* [WORK ITEM]: Wherever "ends" turns up in the entries, copy out the line that holds it.

* [ENTRIES SHOWN]:
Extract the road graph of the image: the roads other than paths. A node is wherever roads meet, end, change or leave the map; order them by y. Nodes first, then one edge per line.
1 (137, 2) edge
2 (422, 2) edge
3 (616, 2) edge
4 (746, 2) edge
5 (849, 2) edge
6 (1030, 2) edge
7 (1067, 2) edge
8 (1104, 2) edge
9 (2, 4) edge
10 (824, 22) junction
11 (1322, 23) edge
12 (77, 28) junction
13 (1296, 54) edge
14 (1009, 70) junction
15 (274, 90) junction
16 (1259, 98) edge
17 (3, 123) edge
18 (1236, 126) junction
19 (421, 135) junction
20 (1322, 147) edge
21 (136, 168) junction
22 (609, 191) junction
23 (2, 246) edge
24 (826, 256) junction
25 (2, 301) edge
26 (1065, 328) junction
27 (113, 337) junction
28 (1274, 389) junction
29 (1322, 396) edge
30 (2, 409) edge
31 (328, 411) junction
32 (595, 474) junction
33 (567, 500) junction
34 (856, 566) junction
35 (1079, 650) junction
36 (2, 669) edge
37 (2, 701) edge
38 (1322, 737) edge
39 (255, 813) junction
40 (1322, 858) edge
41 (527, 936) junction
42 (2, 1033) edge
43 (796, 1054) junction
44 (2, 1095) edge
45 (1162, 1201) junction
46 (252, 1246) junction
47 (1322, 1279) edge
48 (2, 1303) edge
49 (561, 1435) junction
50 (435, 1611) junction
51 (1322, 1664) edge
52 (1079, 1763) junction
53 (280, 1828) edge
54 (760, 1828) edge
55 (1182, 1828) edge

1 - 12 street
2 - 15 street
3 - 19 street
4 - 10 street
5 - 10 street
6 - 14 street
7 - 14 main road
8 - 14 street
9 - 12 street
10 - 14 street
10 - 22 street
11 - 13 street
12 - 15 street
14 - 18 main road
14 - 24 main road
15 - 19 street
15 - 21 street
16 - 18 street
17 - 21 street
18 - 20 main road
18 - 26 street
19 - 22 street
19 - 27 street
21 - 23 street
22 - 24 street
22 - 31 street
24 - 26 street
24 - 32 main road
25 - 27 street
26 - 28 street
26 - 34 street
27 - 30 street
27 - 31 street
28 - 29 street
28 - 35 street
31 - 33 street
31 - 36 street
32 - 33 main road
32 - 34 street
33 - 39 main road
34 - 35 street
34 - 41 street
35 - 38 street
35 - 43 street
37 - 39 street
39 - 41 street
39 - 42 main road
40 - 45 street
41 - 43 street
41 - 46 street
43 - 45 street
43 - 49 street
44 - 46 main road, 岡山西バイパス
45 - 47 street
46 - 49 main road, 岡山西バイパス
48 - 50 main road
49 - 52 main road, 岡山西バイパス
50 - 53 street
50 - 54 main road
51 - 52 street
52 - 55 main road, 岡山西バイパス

* * *

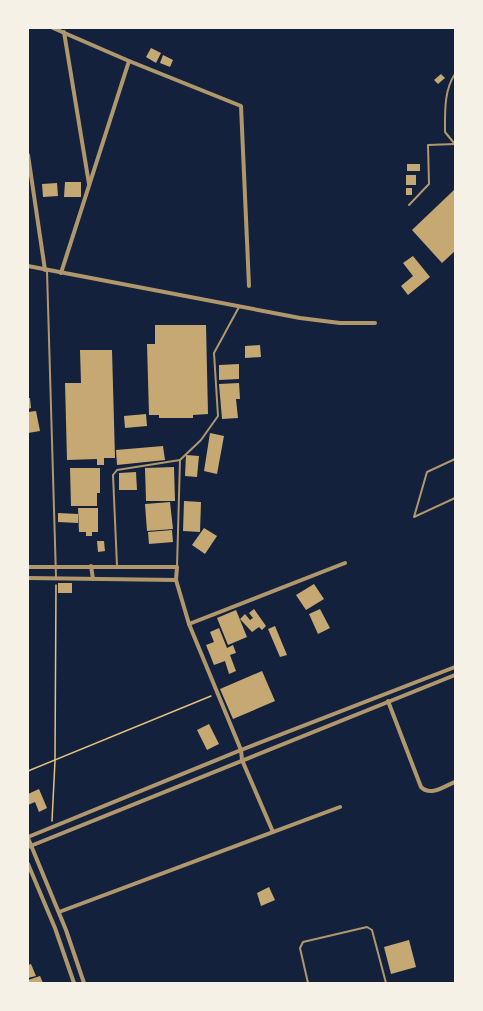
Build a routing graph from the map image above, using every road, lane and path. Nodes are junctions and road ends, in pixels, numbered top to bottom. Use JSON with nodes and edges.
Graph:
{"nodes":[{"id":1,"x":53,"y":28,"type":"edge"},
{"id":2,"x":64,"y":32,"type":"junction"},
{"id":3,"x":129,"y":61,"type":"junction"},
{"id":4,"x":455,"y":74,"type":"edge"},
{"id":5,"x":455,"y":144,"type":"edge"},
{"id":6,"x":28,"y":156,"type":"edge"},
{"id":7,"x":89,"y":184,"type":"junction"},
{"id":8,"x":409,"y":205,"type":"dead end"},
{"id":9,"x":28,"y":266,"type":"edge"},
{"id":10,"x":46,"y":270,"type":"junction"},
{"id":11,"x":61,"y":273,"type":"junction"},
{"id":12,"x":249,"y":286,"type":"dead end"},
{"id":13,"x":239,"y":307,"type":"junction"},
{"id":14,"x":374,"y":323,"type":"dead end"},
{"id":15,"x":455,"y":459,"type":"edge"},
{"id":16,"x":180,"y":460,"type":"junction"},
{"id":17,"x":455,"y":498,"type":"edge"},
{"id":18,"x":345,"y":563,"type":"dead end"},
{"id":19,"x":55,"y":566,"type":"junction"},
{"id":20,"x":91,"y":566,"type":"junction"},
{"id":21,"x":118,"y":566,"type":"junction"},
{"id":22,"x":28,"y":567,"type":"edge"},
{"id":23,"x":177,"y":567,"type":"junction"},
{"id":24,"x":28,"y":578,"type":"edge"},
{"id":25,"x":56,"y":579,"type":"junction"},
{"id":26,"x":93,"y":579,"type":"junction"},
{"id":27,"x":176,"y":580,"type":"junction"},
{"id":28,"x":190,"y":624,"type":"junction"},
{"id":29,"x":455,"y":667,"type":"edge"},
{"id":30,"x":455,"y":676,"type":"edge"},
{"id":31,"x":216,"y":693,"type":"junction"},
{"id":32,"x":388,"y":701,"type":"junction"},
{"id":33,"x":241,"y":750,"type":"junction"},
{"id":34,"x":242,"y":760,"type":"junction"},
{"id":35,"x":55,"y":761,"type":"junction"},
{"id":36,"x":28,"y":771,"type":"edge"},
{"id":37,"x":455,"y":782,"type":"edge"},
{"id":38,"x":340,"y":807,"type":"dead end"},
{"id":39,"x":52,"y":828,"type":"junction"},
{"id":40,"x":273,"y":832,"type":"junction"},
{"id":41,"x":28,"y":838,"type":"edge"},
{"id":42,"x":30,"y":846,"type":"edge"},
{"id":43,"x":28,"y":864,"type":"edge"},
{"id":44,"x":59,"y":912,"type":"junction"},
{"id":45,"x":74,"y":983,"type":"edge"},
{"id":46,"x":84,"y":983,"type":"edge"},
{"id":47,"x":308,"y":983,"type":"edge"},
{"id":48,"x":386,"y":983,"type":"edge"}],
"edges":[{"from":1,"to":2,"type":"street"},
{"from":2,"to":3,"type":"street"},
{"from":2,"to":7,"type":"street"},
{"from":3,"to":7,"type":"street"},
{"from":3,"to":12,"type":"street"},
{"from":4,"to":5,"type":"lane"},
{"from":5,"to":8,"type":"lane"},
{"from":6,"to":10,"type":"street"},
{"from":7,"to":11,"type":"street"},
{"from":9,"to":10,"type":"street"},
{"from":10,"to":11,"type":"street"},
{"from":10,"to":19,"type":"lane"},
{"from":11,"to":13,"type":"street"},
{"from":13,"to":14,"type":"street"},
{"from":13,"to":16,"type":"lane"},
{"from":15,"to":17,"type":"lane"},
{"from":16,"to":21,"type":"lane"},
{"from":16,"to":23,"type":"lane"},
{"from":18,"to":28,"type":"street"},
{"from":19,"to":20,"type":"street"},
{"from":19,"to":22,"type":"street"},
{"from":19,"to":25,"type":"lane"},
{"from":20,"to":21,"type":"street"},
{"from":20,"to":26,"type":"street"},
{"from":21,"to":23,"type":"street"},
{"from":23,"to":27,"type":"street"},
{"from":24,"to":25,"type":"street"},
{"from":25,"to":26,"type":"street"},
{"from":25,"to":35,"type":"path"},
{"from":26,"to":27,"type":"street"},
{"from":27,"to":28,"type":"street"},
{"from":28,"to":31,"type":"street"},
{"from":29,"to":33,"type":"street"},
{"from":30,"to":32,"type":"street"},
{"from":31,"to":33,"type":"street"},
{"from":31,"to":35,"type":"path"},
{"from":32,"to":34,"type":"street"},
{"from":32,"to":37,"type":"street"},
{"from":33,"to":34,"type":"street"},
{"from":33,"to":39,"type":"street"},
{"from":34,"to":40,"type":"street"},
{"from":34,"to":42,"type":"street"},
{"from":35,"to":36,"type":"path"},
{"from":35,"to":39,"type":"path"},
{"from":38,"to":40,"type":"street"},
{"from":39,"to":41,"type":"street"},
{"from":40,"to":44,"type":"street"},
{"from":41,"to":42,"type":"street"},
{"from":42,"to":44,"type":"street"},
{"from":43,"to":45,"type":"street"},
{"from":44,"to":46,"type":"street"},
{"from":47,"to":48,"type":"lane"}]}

---

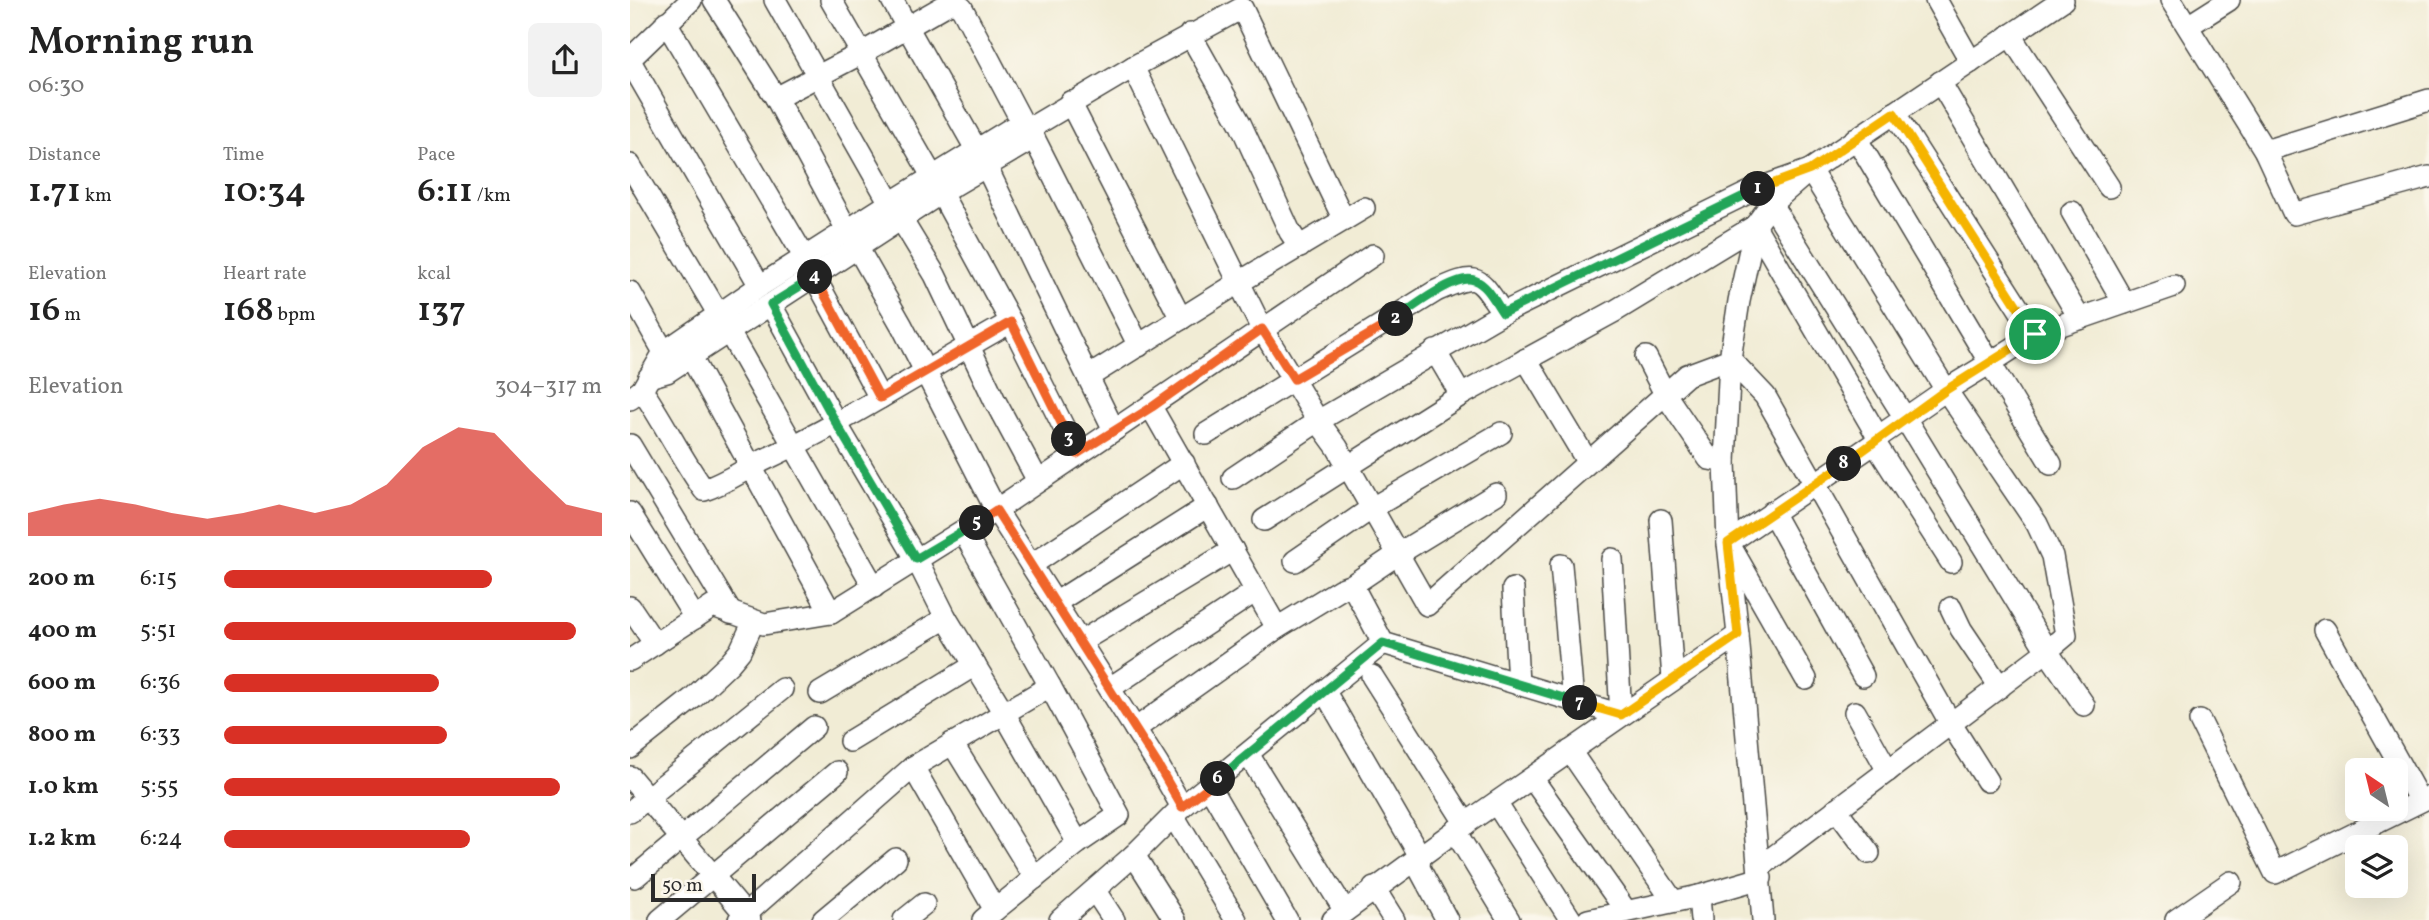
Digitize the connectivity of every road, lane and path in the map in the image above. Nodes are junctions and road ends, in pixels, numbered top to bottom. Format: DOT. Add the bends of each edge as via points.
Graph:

* [YOUR SOLUTION]:
Build a routing graph from the map image above, using every road, lane and path. Nodes are junctions and road ends, in pixels, numbered top to bottom. Use JSON with nodes and edges.
Digitize the connectivity of every road, lane and path in the map in the image above. Nodes are junctions and road ends, in pixels, numbered top to bottom. Format: DOT. Add the bends of each edge as via points.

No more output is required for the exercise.